### Given entries:
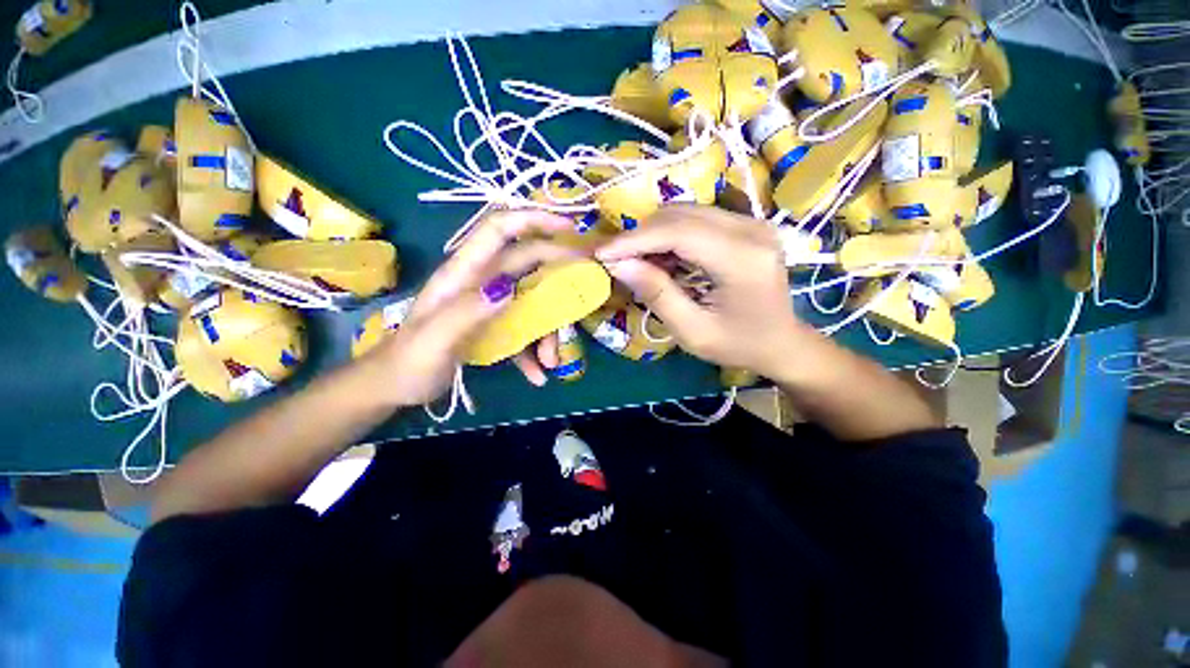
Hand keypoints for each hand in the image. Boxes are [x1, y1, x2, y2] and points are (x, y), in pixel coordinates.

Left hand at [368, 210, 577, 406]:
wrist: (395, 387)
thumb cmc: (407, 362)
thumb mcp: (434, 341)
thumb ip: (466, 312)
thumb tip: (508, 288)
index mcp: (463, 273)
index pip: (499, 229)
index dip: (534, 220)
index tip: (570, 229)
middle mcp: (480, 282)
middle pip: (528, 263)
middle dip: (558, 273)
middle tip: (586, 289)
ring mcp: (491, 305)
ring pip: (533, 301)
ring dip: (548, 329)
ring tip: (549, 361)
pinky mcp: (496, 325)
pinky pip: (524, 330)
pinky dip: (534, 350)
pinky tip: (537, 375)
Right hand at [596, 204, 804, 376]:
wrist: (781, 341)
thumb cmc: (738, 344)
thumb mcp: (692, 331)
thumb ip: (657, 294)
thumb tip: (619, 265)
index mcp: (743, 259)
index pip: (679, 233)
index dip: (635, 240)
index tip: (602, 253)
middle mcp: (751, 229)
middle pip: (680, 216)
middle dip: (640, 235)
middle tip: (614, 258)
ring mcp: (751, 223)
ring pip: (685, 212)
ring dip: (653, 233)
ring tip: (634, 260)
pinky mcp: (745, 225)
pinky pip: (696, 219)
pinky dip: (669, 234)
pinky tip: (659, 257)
--
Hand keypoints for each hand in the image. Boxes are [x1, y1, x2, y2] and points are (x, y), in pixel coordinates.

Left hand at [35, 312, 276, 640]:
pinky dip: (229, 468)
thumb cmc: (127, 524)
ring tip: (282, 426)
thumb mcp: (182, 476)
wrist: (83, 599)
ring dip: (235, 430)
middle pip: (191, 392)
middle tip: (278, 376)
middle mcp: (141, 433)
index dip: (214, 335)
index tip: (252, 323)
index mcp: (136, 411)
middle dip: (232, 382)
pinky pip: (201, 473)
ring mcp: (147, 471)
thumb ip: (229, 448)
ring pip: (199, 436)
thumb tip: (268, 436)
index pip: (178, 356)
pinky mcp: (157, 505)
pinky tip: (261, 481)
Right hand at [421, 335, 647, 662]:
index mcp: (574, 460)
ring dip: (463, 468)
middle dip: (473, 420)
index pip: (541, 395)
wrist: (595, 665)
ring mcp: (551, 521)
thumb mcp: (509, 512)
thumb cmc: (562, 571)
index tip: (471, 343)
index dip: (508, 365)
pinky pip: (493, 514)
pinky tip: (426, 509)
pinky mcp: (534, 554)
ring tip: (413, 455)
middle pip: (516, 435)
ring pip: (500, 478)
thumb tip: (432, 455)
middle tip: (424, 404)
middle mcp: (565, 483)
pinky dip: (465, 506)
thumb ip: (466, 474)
--
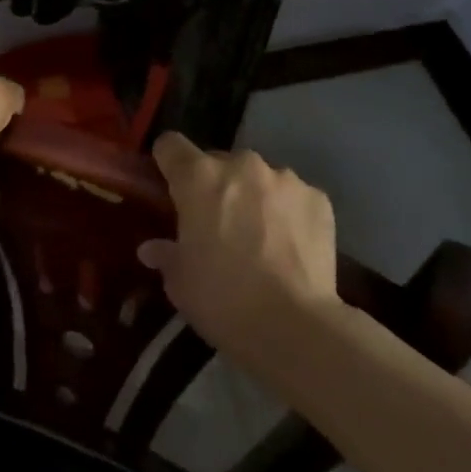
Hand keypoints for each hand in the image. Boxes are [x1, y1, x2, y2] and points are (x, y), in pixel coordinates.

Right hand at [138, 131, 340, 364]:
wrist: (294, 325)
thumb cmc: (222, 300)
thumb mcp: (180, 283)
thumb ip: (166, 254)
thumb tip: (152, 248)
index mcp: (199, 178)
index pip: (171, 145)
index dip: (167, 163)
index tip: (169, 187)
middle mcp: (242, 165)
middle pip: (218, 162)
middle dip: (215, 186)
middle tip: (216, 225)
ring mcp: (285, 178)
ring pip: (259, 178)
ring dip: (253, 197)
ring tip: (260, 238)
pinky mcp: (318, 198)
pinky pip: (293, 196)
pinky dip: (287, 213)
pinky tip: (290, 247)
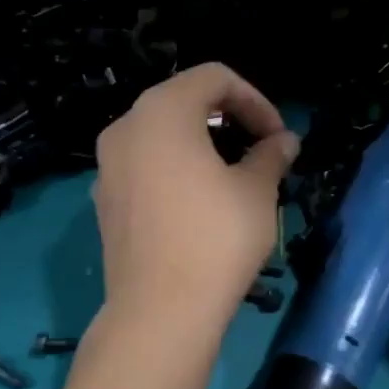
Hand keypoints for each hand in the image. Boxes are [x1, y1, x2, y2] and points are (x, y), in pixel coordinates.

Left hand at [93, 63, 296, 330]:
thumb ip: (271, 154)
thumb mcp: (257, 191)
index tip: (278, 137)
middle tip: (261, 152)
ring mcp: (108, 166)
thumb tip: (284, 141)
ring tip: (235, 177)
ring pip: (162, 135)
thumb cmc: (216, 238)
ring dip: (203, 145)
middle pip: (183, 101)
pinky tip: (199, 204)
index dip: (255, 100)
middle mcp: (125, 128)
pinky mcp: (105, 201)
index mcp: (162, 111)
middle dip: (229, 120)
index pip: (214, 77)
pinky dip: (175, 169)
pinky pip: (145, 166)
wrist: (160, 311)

### About this task:
Check each line of the data above for the string "Left", and copy the ones that have it.

### Response box:
Left hand at [368, 210, 577, 406]:
Left hand at [35, 312, 276, 640]:
Left hand at [93, 63, 296, 330]:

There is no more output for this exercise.